Integration Testing
June 4, 2025
In order to effectively test an application, it's crucial to know that it properly interacts with its dependencies. Verifying this can be hard for a number of reasons. Frequently, all systems associated with an application are not owned by a single team. Other times, changes are occurring fast and frequently, making it difficult to keep all the systems up to date. It's important to have systems in place that ensure any application that has dependencies is integrated properly. This is applicable for all types of dependencies, whether it be an HTTP request to another microservice, or a call to a database. If the microservice changes its endpoints, or the DBMS changes, it is important to know whether the application can handle these changes or if intervention is needed. Integration testing allows for this process to be automated, and ensures proper communication between an application and its dependencies.
Test Containers
Using Docker TestContainers, it is very easy to spin up instances of any dependency that is available to be run via Docker. In order to make sure that an application interacts with another service properly, TestContainers can be used to manage an instance of another service for the duration of a test suite. TestContainers can spin up at the beginning of the suite, allowing for the tests to make real network connections to the resources, run real HTTP requests, and receive accurate responses. With this, no mocking is necessary, and greater certainty of application performance is achieved. In the following examples, I'll use a Postgres Docker TestContainer in order to check the integration of a simple microservice with a database.
Homes Service
For the duration of the article, I'll be referencing code from a very basic NestJS project that I've developed. The sole purpose of this service is to manage homes. This service can fetch all the homes that are currently stored in the database, fetch homes based on specific criteria, or "reserve" a home, which really doesn't do anything. The service is kept brutally simple to focus on the testing.
@Controller('homes')
export class HomesController {
constructor(private homesService: HomesService) {}
@Get()
public async getHomes() {
return await this.homesService.getHomes();
}
@Get('/:city/:street/:zip')
public async findHome(@Param() findHomeDto: FindHomeDTO) {
return await this.homesService.findHome(
findHomeDto.city,
findHomeDto.street,
findHomeDto.zip,
);
}
@Post('/reservation/:city/:street/:zip')
public async reserveHome(@Param() reserveHomeDto: ReserveHomeDTO) {
return await this.homesService.reserveHome(
reserveHomeDto.city,
reserveHomeDto.street,
reserveHomeDto.zip,
);
}
}
@Injectable()
export class HomesService {
constructor(
@InjectRepository(Home) private homesRepository: Repository,
) {}
public async getHomes() {
return await this.homesRepository.find();
}
public async findHome(city: string, street: string, zip: string) {
const home = await this.homesRepository.findOneBy({
street,
city,
zip,
});
if (home) {
return home;
} else {
throw new NotFoundException('Home does not exist');
}
}
public async reserveHome(city: string, street: string, zip: string) {
const home = await this.homesRepository.findOneBy({
street,
city,
zip,
});
if (!home) {
throw new NotFoundException('Home does not exist');
}
}
}
Databases and Running Migrations on TestContainers
TypeORM is used to manage database connections, entities, and migrations. In this application, there is a singular home entity
@Entity()
export class Home {
constructor(
street: string,
city: string,
zip: string,
pricePerNight: number,
) {
this.street = street;
this.city = city;
this.zip = zip;
this.pricePerNight = pricePerNight;
}
@PrimaryGeneratedColumn()
id: number;
@Column({ type: 'varchar', name: 'street', nullable: false })
public street: string;
@Column({ type: 'varchar', name: 'city', nullable: false })
public city: string;
@Column({ type: 'varchar', name: 'zip', nullable: false })
public zip: string;
@Column({ type: 'int', name: 'price_per_night', nullable: false })

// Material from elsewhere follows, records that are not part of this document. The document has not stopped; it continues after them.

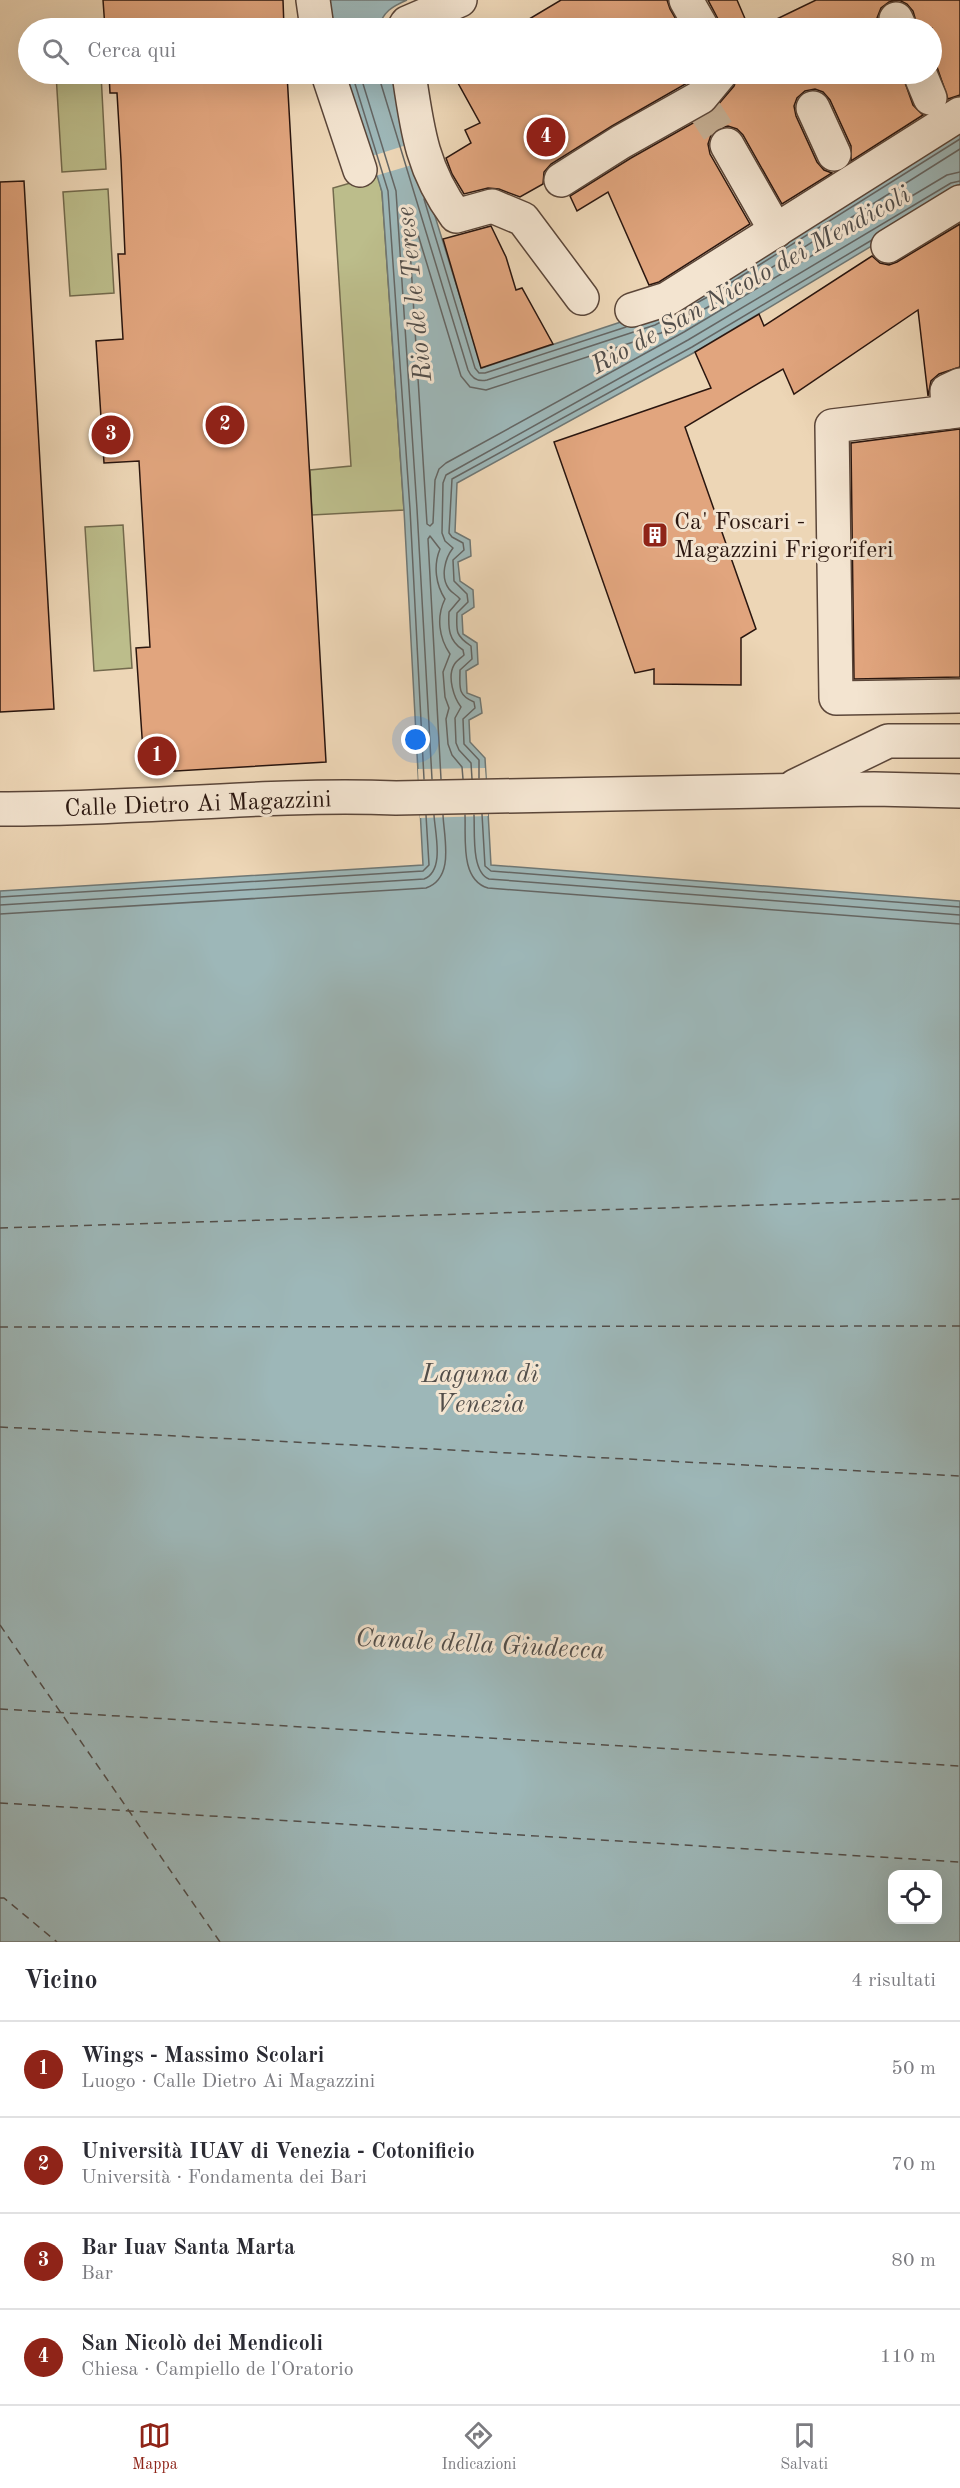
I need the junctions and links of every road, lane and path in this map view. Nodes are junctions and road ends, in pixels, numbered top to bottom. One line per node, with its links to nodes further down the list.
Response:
1 (313, 0): 4 (street)
2 (460, 0): 5 (street)
3 (687, 0): 6 (street)
4 (316, 18)
5 (419, 18)
6 (697, 18)
7 (331, 84): 13 (street)
8 (410, 84): 19 (street)
9 (712, 84): 15 (street)
10 (939, 106): 14 (street)
11 (813, 108): 14 (street)
12 (727, 145): 17 (street)
13 (360, 170)
14 (842, 172): 17 (street)
15 (561, 180)
16 (960, 202): 18 (street)
17 (776, 231): 20 (street)
18 (888, 246)
19 (582, 298)
20 (632, 310)
21 (955, 403): 22 (street)
22 (960, 696)
23 (960, 741): 24 (street)
24 (784, 791): 25 (street, Calle Dietro Ai Magazzini); 26 (street, Calle Dietro Ai Magazzini)
25 (960, 791)
26 (0, 809)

public pricePerNight: number;
toJson() {
return {
id: this.id,
street: this.street,
city: this.city,
zip: this.zip,
pricePerNight: this.pricePerNight,
};
}
}
In order to generate database tables, TypeORM was used to create migrations automatically based on the entity
import { MigrationInterface, QueryRunner } from 'typeorm';
export class Init1748110788902 implements MigrationInterface {
name = 'Init1748110788902';
public async up(queryRunner: QueryRunner): Promise {
await queryRunner.query(
`CREATE TABLE "home" ("id" SERIAL NOT NULL, "street" character varying NOT NULL,
"city" character varying NOT NULL, "zip" character varying NOT NULL,
"price_per_night" integer NOT NULL,
CONSTRAINT "PK_012205783b51369c326a1ad4a64" PRIMARY KEY ("id"))`,
);
}
public async down(queryRunner: QueryRunner): Promise {
await queryRunner.query(`DROP TABLE "home"`);
}
}
These migrations are run against the database upon startup, to ensure the database is in a consistent state and allows our application to interact with it properly. When running tests, the goal is to have the database schema identical to the schema that exists in the primary database. As such, the same TypeORM migrations are ran on the TestContainers database to ensure consistency
describe(HomesService.name, () => {
jest.setTimeout(60000);
let homesService: HomesService;
let container: StartedPostgreSqlContainer;
let homeRepo: Repository<Home>
let datasource: DataSource;
beforeAll(async () => {
container = await new PostgreSqlContainer()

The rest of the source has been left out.